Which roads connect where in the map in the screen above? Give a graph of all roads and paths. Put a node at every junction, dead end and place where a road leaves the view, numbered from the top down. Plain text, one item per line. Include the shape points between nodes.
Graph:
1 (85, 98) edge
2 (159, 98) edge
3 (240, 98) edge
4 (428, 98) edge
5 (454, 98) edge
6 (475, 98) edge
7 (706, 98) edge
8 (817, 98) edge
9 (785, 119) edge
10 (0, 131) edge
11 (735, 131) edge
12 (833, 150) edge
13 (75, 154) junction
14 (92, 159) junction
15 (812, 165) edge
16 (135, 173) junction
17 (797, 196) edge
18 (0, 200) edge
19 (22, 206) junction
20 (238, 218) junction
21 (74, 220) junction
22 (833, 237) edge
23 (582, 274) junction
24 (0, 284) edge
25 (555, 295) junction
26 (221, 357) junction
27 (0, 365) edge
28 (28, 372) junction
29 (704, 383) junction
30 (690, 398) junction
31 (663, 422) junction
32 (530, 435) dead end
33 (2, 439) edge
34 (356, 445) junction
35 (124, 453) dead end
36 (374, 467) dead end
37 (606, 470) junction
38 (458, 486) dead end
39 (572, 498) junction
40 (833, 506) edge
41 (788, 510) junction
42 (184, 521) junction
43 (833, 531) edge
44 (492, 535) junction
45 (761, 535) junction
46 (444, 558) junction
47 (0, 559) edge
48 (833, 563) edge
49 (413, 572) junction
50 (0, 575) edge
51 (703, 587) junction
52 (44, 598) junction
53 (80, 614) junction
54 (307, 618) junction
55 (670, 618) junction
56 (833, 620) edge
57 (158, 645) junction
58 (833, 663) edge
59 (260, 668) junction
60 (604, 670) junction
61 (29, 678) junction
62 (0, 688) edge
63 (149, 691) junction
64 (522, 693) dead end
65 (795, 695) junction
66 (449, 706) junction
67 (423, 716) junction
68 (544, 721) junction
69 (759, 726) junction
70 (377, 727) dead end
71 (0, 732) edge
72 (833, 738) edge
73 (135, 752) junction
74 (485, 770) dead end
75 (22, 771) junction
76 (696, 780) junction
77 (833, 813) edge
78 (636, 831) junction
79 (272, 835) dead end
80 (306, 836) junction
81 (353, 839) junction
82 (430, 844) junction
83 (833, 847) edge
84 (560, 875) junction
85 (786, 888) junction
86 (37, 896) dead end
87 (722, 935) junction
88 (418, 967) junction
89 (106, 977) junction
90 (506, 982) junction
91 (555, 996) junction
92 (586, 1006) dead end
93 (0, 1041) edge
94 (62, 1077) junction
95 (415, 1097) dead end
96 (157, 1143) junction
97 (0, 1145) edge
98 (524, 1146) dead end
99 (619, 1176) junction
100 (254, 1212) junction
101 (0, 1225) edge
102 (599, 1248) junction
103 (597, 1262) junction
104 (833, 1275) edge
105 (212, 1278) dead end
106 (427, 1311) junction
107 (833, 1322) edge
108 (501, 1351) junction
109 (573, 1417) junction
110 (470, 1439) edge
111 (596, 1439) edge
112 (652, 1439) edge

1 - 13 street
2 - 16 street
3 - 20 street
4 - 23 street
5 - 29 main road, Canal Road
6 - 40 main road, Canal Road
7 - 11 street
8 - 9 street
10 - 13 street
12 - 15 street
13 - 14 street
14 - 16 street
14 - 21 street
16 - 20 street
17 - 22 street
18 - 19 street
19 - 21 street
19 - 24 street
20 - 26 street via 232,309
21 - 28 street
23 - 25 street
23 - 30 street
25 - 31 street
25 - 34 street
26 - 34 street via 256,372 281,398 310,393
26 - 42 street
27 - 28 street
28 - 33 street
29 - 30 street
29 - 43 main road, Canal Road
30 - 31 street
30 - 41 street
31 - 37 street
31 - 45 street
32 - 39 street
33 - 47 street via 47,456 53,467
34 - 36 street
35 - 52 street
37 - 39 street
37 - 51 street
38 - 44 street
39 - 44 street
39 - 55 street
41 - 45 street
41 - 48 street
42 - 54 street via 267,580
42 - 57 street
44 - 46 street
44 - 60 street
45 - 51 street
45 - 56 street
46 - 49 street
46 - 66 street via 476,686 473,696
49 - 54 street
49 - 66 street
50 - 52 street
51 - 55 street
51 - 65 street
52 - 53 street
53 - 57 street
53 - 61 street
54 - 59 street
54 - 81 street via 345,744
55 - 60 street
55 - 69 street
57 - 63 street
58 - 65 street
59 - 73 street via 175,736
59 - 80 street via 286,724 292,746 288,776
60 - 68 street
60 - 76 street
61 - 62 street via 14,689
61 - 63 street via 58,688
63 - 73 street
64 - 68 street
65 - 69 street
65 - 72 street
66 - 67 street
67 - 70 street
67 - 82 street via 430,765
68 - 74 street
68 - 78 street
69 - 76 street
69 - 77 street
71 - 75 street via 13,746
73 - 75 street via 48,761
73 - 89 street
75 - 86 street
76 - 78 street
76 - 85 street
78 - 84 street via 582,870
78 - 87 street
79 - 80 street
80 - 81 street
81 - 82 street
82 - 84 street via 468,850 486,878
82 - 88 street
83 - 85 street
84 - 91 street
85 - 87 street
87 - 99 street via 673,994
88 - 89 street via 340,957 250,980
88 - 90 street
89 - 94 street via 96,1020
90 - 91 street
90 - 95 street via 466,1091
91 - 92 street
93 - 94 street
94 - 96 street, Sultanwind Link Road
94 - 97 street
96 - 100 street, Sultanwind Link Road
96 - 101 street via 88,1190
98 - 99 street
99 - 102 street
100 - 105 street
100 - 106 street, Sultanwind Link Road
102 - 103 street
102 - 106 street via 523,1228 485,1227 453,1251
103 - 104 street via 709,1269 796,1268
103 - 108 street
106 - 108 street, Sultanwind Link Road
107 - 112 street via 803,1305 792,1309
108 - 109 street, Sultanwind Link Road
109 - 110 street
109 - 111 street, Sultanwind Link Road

----------------

▸ **DIRECTIONS**
Each line of the listing should be echoed back exactly.

▸ **ANSWER TO THIS PROBLEM**
Which roads connect where in the map in the screen above? Give a graph of all roads and paths. Put a node at every junction, dead end and place where a road leaves the view, numbered from the top down. Plain text, one item per line. Include the shape points between nodes.
Graph:
1 (85, 98) edge
2 (159, 98) edge
3 (240, 98) edge
4 (428, 98) edge
5 (454, 98) edge
6 (475, 98) edge
7 (706, 98) edge
8 (817, 98) edge
9 (785, 119) edge
10 (0, 131) edge
11 (735, 131) edge
12 (833, 150) edge
13 (75, 154) junction
14 (92, 159) junction
15 (812, 165) edge
16 (135, 173) junction
17 (797, 196) edge
18 (0, 200) edge
19 (22, 206) junction
20 (238, 218) junction
21 (74, 220) junction
22 (833, 237) edge
23 (582, 274) junction
24 (0, 284) edge
25 (555, 295) junction
26 (221, 357) junction
27 (0, 365) edge
28 (28, 372) junction
29 (704, 383) junction
30 (690, 398) junction
31 (663, 422) junction
32 (530, 435) dead end
33 (2, 439) edge
34 (356, 445) junction
35 (124, 453) dead end
36 (374, 467) dead end
37 (606, 470) junction
38 (458, 486) dead end
39 (572, 498) junction
40 (833, 506) edge
41 (788, 510) junction
42 (184, 521) junction
43 (833, 531) edge
44 (492, 535) junction
45 (761, 535) junction
46 (444, 558) junction
47 (0, 559) edge
48 (833, 563) edge
49 (413, 572) junction
50 (0, 575) edge
51 (703, 587) junction
52 (44, 598) junction
53 (80, 614) junction
54 (307, 618) junction
55 (670, 618) junction
56 (833, 620) edge
57 (158, 645) junction
58 (833, 663) edge
59 (260, 668) junction
60 (604, 670) junction
61 (29, 678) junction
62 (0, 688) edge
63 (149, 691) junction
64 (522, 693) dead end
65 (795, 695) junction
66 (449, 706) junction
67 (423, 716) junction
68 (544, 721) junction
69 (759, 726) junction
70 (377, 727) dead end
71 (0, 732) edge
72 (833, 738) edge
73 (135, 752) junction
74 (485, 770) dead end
75 (22, 771) junction
76 (696, 780) junction
77 (833, 813) edge
78 (636, 831) junction
79 (272, 835) dead end
80 (306, 836) junction
81 (353, 839) junction
82 (430, 844) junction
83 (833, 847) edge
84 (560, 875) junction
85 (786, 888) junction
86 (37, 896) dead end
87 (722, 935) junction
88 (418, 967) junction
89 (106, 977) junction
90 (506, 982) junction
91 (555, 996) junction
92 (586, 1006) dead end
93 (0, 1041) edge
94 (62, 1077) junction
95 (415, 1097) dead end
96 (157, 1143) junction
97 (0, 1145) edge
98 (524, 1146) dead end
99 (619, 1176) junction
100 (254, 1212) junction
101 (0, 1225) edge
102 (599, 1248) junction
103 (597, 1262) junction
104 (833, 1275) edge
105 (212, 1278) dead end
106 (427, 1311) junction
107 (833, 1322) edge
108 (501, 1351) junction
109 (573, 1417) junction
110 (470, 1439) edge
111 (596, 1439) edge
112 (652, 1439) edge

1 - 13 street
2 - 16 street
3 - 20 street
4 - 23 street
5 - 29 main road, Canal Road
6 - 40 main road, Canal Road
7 - 11 street
8 - 9 street
10 - 13 street
12 - 15 street
13 - 14 street
14 - 16 street
14 - 21 street
16 - 20 street
17 - 22 street
18 - 19 street
19 - 21 street
19 - 24 street
20 - 26 street via 232,309
21 - 28 street
23 - 25 street
23 - 30 street
25 - 31 street
25 - 34 street
26 - 34 street via 256,372 281,398 310,393
26 - 42 street
27 - 28 street
28 - 33 street
29 - 30 street
29 - 43 main road, Canal Road
30 - 31 street
30 - 41 street
31 - 37 street
31 - 45 street
32 - 39 street
33 - 47 street via 47,456 53,467
34 - 36 street
35 - 52 street
37 - 39 street
37 - 51 street
38 - 44 street
39 - 44 street
39 - 55 street
41 - 45 street
41 - 48 street
42 - 54 street via 267,580
42 - 57 street
44 - 46 street
44 - 60 street
45 - 51 street
45 - 56 street
46 - 49 street
46 - 66 street via 476,686 473,696
49 - 54 street
49 - 66 street
50 - 52 street
51 - 55 street
51 - 65 street
52 - 53 street
53 - 57 street
53 - 61 street
54 - 59 street
54 - 81 street via 345,744
55 - 60 street
55 - 69 street
57 - 63 street
58 - 65 street
59 - 73 street via 175,736
59 - 80 street via 286,724 292,746 288,776
60 - 68 street
60 - 76 street
61 - 62 street via 14,689
61 - 63 street via 58,688
63 - 73 street
64 - 68 street
65 - 69 street
65 - 72 street
66 - 67 street
67 - 70 street
67 - 82 street via 430,765
68 - 74 street
68 - 78 street
69 - 76 street
69 - 77 street
71 - 75 street via 13,746
73 - 75 street via 48,761
73 - 89 street
75 - 86 street
76 - 78 street
76 - 85 street
78 - 84 street via 582,870
78 - 87 street
79 - 80 street
80 - 81 street
81 - 82 street
82 - 84 street via 468,850 486,878
82 - 88 street
83 - 85 street
84 - 91 street
85 - 87 street
87 - 99 street via 673,994
88 - 89 street via 340,957 250,980
88 - 90 street
89 - 94 street via 96,1020
90 - 91 street
90 - 95 street via 466,1091
91 - 92 street
93 - 94 street
94 - 96 street, Sultanwind Link Road
94 - 97 street
96 - 100 street, Sultanwind Link Road
96 - 101 street via 88,1190
98 - 99 street
99 - 102 street
100 - 105 street
100 - 106 street, Sultanwind Link Road
102 - 103 street
102 - 106 street via 523,1228 485,1227 453,1251
103 - 104 street via 709,1269 796,1268
103 - 108 street
106 - 108 street, Sultanwind Link Road
107 - 112 street via 803,1305 792,1309
108 - 109 street, Sultanwind Link Road
109 - 110 street
109 - 111 street, Sultanwind Link Road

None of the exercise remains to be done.